La plus faible dose possible d'immunosuppresseurs.
Dans un éditorial, le Pr Thomas Starzl (université de Pittsburgh) rappelle que deux principes d'immunosuppression ont été recommandés pour parvenir à l'indépendance du traitement immunosuppresseur : le prétraitement du receveur et l'administration de la plus faible dose possible d'agents immunosuppresseurs après la transplantation.

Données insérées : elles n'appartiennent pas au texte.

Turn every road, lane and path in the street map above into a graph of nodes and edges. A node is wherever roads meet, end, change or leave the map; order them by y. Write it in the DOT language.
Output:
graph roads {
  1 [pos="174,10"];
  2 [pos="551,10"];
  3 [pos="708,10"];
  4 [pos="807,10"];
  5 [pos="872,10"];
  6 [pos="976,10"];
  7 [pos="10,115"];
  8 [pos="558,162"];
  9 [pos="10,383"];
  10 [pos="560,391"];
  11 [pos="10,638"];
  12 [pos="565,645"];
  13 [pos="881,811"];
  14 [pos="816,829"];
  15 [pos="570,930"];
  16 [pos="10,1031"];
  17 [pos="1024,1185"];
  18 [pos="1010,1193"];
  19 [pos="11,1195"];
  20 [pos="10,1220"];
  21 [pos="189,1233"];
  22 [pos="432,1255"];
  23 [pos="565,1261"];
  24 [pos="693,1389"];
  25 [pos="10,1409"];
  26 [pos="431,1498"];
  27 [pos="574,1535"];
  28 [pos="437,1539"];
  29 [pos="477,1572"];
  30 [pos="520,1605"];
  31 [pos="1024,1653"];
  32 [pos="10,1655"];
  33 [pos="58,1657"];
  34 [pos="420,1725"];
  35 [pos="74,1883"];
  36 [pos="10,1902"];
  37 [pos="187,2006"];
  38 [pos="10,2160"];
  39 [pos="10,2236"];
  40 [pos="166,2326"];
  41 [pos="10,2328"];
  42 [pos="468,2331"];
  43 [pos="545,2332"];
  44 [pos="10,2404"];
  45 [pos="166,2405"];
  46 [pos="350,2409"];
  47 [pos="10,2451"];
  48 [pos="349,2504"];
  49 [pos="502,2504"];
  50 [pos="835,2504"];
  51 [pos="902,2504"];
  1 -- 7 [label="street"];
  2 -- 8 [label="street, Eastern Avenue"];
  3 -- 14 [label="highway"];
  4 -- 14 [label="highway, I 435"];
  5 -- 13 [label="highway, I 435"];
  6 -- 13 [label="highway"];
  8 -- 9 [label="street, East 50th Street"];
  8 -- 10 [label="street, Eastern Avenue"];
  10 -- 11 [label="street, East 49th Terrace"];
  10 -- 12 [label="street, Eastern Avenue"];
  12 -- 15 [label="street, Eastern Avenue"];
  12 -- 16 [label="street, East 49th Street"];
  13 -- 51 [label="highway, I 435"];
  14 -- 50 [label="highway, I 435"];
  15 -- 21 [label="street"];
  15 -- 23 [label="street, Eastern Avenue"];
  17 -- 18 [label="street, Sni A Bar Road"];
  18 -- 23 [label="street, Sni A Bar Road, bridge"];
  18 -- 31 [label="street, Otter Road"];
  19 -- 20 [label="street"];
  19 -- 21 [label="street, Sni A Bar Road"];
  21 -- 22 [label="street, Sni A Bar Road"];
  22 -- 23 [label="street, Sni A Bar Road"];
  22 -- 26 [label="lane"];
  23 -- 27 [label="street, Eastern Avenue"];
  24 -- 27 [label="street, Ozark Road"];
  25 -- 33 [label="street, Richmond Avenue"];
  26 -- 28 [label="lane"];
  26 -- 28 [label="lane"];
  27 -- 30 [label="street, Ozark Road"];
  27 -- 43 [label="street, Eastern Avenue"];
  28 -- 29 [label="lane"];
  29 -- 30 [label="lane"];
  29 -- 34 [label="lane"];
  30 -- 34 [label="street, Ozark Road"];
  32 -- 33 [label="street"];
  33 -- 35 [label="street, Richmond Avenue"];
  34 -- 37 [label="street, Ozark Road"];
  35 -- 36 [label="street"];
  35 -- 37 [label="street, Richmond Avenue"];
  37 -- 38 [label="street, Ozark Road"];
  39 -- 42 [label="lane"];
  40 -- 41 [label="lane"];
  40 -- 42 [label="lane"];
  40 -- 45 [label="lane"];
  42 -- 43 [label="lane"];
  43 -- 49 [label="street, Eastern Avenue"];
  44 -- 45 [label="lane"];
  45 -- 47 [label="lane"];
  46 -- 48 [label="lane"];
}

«Au moins l'un des deux principes a été appliqué dans le traitement des patients décrits dans les trois articles, soit de façon fortuite, soit dans le cadre d'un traitement planifié… Peut-être sera-t-il possible d'obtenir systématiquement une prise durable de greffe d'organe avec un besoin minime, voire l'absence totale, d'une immunosuppression au long cours. Pour cela, il faudra simplement une immunothérapie à la bonne dose et au bon moment, avec ou sans aide des cellules souches hématopoïétiques adjuvantes.»
« New England Journal of Medicine », 24 janvier 2008, p. 353 Kawai et coll., p. 362 Scandling et coll., p. 369 Alexander et coll. et p. 407 Thomas Starzl.